APT41 Subgroup Plows Through Asia-Pacific, Utilizing Layered Stealth Tactics

After months of inactivity, Earth Longzhi — a suspected subgroup of the notorious APT41 — is again attacking organizations across industry targets in Southeast Asia. And researchers believe they know who it's targeting next.

APT41 is one of China's most well-known cyber threats — or, rather, an umbrella label for multiple subgroups. Over the years it has constantly switched up its TTPs in espionage attacks against government agencies, enterprises, and even individuals. Its attacks against the US government, in particular, have made enough noise to earn its members indictments from US law enforcement.

On May 2, researchers from Trend Micro revealed details of a new campaign from Earth Longzhi, a suspected subgroup of APT41.

Earth Longzhi had been on something of a hiatus since its most recent campaign, which began in August 2021 and ended last June. In that case, it targeted organizations across industries — defense, aviation, insurance, and urban development — in countries around the Asia-Pacific region — Taiwan, Thailand, Malaysia, Indonesia, Pakistan, Ukraine, and China itself.

Now, after nearly a year, Earth Longzhi is back, utilizing newer and better stealth tactics in espionage campaigns against many of the same kinds of targets.

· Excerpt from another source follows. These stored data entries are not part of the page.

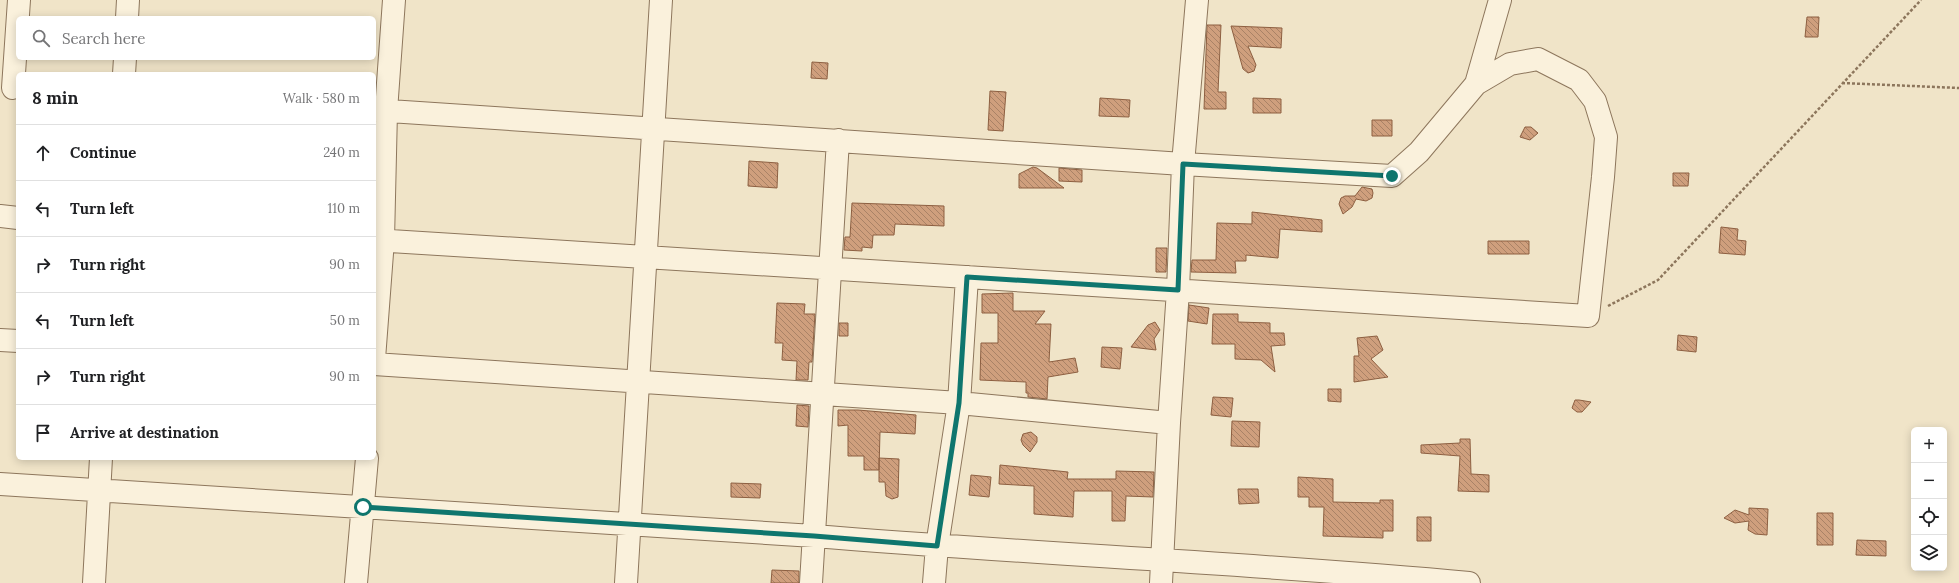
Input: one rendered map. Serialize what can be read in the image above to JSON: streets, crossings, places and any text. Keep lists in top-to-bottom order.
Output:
{
  "page": {
    "search": "Search here",
    "heading": ["8 min", "Walk · 580 m"],
    "list": [
      ["Continue", "240 m"],
      ["Turn left", "110 m"],
      ["Turn right", "90 m"],
      ["Turn left", "50 m"],
      ["Turn right", "90 m"],
      "Arrive at destination"
    ],
    "map_buttons": ["+", "−"]
  }
}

Earth Longzhi's Evolving TTPs

Rather than tried-and-true phishing emails, Earth Longzhi has tended to target public-facing Internet Information Services (IIS) and Microsoft Exchange servers as inroads to install the popular Behinder Web shell. Using Behinder, it can gather information and download further malware onto host systems.

Further, the group has utilized dynamic link library (DLL) sideloading, disguising malware as a legitimate DLL — MpClient.dll — to trick the legitimate Windows Defender binaries MpDlpCmd.exe and MpCmdRun.exe into loading it.

Earth Longzhi primarily delivers two types of malware, according to Trend Micro: Croxloader, a loader for Cobalt Strike, and a new anti-detection tool called SPHijacker.

SPHijacker is specially designed to disable security products in their tracks, either by utilizing a vulnerable driver — zamguard.sys — or by abusing the undocumented "MinimumStackCommitInBytes" values in the IFEO registry key to perform a kind of denial of service.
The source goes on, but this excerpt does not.